Estevez' father Martin Sheen bought the rights to That Was Then, This Is Now in 1982. "I knew it would be hot", said Estevez of the novel, who said in 1983 he wanted to star along with Tom Cruise. Estevez found two Midwest producers interested in making the film and they succeeded in raising the finance. One of them, Gary Lindberg, ran a production company that mostly made TV commercials, based in Minnesota. The film was shot in the summer of 1984 in St. Paul, Minnesota, without a distributor. It was later advertised as "the first Minnesota movie".

Sheen recommended his son play Bryon Douglas, but Estevez, wary of being typecast, chose to play what he saw as the "sympathetic bad guy". Estevez said: "There's probably a lot of him in me, the alter ego screaming to get out every once in a while. Fortunately, I was able to vent it in a film and not in real life".

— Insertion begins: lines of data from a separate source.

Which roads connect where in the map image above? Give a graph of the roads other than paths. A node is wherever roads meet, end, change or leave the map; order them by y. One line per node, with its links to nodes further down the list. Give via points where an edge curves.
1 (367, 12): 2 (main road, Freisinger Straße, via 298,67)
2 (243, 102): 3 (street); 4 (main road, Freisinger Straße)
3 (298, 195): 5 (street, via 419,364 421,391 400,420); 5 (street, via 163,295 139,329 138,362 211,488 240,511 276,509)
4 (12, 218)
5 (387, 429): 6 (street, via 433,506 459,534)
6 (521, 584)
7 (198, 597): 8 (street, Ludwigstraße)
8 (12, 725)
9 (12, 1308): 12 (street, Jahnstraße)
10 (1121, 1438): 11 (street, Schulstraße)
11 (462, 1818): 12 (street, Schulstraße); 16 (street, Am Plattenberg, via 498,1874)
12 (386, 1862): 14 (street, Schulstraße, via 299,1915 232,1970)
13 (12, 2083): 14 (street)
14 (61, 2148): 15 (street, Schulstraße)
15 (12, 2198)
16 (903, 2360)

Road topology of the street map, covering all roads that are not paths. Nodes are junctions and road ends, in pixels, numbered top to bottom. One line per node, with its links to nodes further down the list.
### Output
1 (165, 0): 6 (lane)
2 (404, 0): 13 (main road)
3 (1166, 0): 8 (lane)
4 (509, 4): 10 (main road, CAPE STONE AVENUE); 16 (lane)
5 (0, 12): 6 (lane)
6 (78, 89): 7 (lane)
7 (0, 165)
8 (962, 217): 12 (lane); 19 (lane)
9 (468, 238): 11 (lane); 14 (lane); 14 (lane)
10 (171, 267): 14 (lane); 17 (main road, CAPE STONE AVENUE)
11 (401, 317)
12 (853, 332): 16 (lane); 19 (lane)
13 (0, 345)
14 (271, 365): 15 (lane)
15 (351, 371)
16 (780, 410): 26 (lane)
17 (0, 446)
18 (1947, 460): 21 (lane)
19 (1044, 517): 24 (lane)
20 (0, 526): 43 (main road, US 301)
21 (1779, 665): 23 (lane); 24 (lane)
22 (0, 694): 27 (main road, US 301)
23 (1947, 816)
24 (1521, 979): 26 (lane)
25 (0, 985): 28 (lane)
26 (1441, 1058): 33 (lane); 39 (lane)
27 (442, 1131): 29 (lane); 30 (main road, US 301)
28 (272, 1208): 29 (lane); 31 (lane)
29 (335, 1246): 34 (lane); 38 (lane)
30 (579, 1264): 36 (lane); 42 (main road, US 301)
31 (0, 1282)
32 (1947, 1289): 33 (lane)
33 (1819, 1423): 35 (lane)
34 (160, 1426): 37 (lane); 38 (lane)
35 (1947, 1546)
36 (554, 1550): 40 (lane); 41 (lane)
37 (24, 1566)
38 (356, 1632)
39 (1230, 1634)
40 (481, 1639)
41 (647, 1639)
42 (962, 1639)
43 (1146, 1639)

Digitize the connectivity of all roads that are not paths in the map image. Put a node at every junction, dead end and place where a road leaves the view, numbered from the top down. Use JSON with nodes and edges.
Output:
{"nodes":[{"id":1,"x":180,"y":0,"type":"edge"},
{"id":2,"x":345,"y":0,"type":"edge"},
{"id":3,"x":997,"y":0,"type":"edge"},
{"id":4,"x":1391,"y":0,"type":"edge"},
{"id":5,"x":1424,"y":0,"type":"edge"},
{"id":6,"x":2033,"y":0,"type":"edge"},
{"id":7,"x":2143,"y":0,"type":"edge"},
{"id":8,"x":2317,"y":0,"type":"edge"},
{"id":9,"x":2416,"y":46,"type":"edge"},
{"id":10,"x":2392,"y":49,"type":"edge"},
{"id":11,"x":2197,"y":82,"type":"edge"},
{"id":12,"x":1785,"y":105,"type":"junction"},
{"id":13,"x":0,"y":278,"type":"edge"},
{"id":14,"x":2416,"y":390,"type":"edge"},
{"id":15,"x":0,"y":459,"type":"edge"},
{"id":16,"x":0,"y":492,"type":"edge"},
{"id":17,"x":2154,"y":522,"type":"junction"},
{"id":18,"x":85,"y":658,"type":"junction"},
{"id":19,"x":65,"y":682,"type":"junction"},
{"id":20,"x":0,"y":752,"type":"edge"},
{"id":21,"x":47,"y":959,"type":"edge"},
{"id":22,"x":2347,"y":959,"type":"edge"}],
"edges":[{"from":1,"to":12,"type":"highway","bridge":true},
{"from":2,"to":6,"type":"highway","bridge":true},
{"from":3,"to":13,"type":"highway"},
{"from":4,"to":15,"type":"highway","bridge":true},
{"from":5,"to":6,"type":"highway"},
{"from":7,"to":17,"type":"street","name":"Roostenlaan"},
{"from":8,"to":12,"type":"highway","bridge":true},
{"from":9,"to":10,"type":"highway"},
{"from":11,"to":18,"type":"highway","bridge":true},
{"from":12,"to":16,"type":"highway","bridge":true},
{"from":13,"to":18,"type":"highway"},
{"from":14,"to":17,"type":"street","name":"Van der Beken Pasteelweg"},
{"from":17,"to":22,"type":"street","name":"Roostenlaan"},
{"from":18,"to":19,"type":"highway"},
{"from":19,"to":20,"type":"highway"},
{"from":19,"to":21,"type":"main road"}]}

Estevez said that they have been able to learn from the other Hinton adaptations: "We made it very contemporary, hired a brilliant cinematographer. The cast is primarily unknowns so it has a real feel – you're not watching movie stars. The emotional content is so rich, so full, it's absolutely draining. It's a terrific movie".

Reception
The film opened November 8, 1985 and finished sixth place for the weekend with a gross of $2,502,780, behind other openers such as Target and Translyvania 6-5000. It was a minor success at the box office, grossing $8.6 million.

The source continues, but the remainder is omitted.